Em Bequimão, oposição deixa herança de dívidas milionárias, torce pelo caos e aposta em colapso na atual gestão
Problemas administrativos originados em gestões passadas seguem impactando as finanças municipais, enquanto a gestão Zé Martins mantém os serviços essenciais funcionando plenamente.

A atual administração de Bequimão ainda enfrenta os reflexos de decisões equivocadas tomadas em gestões anteriores. Parte dos processos judiciais que hoje resultam em indenizações cobradas do município teve origem durante a gestão do ex-prefeito Antônio Diniz, período marcado por medidas administrativas que acabaram gerando uma série de demandas trabalhistas e indenizatórias.
Segundo informações da Prefeitura, as demissões realizadas no início daquele governo motivaram centenas de ações judiciais que, anos depois, passaram a gerar impactos diretos sobre as finanças municipais. Os pagamentos decorrentes dessas condenações recaem atualmente sobre os cofres públicos, exigindo da gestão atual medidas para garantir o cumprimento das decisões judiciais sem comprometer o funcionamento dos serviços essenciais.
Em 27 de março deste ano, a Prefeitura de Bequimão divulgou nota pública manifestando preocupação com decisões judiciais relacionadas a 209 processos, que resultaram na indisponibilidade de R$ 3.889.719,72 (Três milhões, oitocentos e oitenta e nove mil, setecentos e dezenove reais e setenta e dois centavos) das contas do município. De acordo com a administração, o valor seria retirado integralmente dos recursos municipais, o que poderia afetar áreas prioritárias.
Diante da situação, o município ingressou com Mandado de Segurança junto ao Tribunal de Justiça do Maranhão, argumentando que os bloqueios incidiam sobre verbas destinadas à saúde, educação, assistência social, pagamento de servidores e convênios com destinação específica.

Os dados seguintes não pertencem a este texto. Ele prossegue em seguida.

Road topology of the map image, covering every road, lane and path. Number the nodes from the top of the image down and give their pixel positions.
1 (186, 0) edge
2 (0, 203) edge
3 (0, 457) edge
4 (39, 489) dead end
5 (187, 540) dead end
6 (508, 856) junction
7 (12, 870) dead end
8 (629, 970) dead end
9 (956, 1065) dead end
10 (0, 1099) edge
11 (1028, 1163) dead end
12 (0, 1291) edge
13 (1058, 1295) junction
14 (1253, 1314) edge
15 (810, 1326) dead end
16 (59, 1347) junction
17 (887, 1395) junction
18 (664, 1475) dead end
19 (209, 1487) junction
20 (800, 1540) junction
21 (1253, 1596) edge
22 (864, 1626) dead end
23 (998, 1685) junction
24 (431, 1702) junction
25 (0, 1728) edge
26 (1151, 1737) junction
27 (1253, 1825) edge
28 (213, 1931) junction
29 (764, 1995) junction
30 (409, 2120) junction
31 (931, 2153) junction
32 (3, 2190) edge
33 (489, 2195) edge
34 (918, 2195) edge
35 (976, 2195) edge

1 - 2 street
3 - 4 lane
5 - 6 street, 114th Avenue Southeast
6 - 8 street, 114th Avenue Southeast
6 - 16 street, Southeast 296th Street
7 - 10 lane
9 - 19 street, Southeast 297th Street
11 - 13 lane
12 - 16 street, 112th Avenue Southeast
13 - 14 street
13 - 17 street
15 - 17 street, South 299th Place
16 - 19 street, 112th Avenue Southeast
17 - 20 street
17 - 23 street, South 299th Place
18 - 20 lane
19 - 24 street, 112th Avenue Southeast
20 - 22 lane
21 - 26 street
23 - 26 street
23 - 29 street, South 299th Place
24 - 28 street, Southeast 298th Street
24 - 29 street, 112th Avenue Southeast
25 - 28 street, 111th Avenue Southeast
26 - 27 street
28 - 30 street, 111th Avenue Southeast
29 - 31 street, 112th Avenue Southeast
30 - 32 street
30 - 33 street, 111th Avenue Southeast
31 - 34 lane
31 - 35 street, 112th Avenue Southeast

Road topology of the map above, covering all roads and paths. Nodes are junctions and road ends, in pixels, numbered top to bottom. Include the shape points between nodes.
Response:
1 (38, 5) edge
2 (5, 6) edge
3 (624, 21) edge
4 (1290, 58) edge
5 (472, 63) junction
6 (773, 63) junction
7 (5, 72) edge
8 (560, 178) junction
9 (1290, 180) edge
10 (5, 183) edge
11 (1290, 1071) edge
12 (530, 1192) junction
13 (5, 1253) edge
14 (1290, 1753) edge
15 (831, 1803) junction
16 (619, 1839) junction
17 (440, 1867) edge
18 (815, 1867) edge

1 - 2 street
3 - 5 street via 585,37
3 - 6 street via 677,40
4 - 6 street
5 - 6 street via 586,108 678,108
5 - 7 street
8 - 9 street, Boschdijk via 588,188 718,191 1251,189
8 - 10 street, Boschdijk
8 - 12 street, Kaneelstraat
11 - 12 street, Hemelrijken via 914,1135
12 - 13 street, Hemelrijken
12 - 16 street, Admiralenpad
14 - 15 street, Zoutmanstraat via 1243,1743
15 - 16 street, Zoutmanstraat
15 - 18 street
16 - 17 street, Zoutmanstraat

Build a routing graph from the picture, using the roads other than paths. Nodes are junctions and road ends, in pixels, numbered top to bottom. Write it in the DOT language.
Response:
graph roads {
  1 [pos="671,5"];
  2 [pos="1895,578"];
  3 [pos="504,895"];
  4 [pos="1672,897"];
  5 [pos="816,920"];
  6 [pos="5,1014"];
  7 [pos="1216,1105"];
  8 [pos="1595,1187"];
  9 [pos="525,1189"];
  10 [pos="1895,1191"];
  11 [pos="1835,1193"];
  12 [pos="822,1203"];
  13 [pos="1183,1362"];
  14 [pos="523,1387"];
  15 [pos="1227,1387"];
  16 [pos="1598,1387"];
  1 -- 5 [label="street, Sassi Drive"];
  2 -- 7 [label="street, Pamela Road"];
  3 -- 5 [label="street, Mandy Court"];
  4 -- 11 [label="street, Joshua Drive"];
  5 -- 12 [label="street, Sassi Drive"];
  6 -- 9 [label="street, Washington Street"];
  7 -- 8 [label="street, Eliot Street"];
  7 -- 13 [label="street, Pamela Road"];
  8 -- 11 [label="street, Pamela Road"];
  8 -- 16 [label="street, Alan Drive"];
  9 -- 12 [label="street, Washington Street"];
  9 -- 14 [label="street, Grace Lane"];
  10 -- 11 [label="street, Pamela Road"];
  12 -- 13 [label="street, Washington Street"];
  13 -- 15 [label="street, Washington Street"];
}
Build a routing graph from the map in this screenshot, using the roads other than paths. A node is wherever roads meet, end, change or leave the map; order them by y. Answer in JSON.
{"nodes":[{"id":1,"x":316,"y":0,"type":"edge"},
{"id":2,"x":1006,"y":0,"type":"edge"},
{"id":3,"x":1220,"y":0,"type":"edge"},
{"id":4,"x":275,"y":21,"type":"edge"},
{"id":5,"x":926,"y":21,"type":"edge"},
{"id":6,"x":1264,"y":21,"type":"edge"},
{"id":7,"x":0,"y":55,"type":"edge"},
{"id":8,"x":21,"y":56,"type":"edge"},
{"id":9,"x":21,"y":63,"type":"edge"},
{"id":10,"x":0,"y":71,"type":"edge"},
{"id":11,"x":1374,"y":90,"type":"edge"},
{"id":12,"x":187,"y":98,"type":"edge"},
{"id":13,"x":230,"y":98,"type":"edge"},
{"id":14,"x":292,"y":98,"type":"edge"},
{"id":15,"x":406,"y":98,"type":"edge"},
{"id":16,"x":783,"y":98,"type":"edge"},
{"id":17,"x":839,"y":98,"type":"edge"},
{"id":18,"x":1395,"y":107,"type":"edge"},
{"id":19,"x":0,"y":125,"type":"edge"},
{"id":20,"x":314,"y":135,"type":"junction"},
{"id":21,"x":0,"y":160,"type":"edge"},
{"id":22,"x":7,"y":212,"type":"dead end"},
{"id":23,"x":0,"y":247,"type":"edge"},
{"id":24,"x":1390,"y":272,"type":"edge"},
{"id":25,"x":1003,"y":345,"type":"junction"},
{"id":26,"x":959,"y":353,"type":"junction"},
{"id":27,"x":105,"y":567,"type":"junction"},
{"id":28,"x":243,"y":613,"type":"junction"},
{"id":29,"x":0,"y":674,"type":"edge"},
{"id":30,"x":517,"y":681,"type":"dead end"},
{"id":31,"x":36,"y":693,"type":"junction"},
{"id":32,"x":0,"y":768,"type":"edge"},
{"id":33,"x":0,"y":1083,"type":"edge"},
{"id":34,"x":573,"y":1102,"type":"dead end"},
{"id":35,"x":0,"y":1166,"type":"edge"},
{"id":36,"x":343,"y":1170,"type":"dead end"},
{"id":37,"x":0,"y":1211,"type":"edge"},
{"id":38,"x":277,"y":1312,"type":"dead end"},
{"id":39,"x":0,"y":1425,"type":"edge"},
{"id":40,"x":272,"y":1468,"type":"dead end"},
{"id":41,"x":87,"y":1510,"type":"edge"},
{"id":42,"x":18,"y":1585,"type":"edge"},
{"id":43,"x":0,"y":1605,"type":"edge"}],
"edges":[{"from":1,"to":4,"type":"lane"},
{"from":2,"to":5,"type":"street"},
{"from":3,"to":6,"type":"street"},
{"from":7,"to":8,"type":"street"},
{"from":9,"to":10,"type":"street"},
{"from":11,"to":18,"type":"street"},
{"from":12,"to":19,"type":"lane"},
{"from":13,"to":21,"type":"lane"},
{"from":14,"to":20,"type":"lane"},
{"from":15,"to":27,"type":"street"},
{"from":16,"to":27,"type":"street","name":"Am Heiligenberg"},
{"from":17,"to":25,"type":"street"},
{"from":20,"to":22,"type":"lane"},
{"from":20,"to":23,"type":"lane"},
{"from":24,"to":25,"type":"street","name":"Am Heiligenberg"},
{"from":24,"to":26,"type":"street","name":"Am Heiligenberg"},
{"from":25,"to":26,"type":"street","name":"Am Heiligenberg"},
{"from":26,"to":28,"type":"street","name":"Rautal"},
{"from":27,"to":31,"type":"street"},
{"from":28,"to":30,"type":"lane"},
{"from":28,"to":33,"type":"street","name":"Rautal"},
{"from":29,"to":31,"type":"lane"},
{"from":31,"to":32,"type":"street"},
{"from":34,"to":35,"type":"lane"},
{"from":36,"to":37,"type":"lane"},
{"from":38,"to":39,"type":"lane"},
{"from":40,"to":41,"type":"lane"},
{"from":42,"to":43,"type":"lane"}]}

A atuação da gestão municipal conseguiu reverter parte das medidas inicialmente determinadas pela Justiça. No entanto, uma nova decisão passou a estabelecer o pagamento mensal correspondente a 10% do valor da dívida, percentual que a Prefeitura considera elevado diante das demandas financeiras necessárias para a manutenção dos serviços públicos.
A expectativa da administração é que seja retomado um modelo semelhante ao adotado entre 2013 e 2018, quando um acordo previa a retenção de apenas 1% do Fundo de Participação dos Municípios (FPM) para a quitação gradual dessas indenizações.
A aposta da oposição no desgaste da gestão
Enquanto a Prefeitura busca soluções para minimizar os impactos financeiros da dívida judicial deixada pela oposição, integrantes da oposição têm utilizado redes sociais e grupos de WhatsApp para repercutir os descontos que poderão ser realizados no Fundo de Participação dos Municípios.
Aliados do governo municipal avaliam que parte da oposição aposta em suposto agravamento das dificuldades financeiras da administração como estratégia política. Para integrantes da base governista, o objetivo seria criar um cenário de desgaste da gestão, mesmo que isso represente prejuízos ao funcionamento dos serviços públicos.
Apesar das dificuldades, a administração do prefeito Zé Martins afirma manter o cronograma de obras, investimentos e serviços destinados à população. A gestão destaca que continua trabalhando para equilibrar as contas públicas, cumprir as determinações judiciais e garantir o atendimento das demandas da população.
E se torcer contra o desenvolvimento do município é o único consolo dos derrotados, resta à oposição permanecer nas arquibancadas da política local. Enquanto isso, o grupo liderado pelo prefeito Zé Martins segue no gramado administrando o município, executando obras, mantendo serviços públicos e cumprindo os compromissos assumidos com a população.
Atualmente, a oposição em Bequimão encontra-se fragmentada em pelo menos quatro grupos distintos, cada um disputando espaço e protagonismo individual no cenário político local, enquanto Zé Martins nada de braçada rumo ao quarto mandato.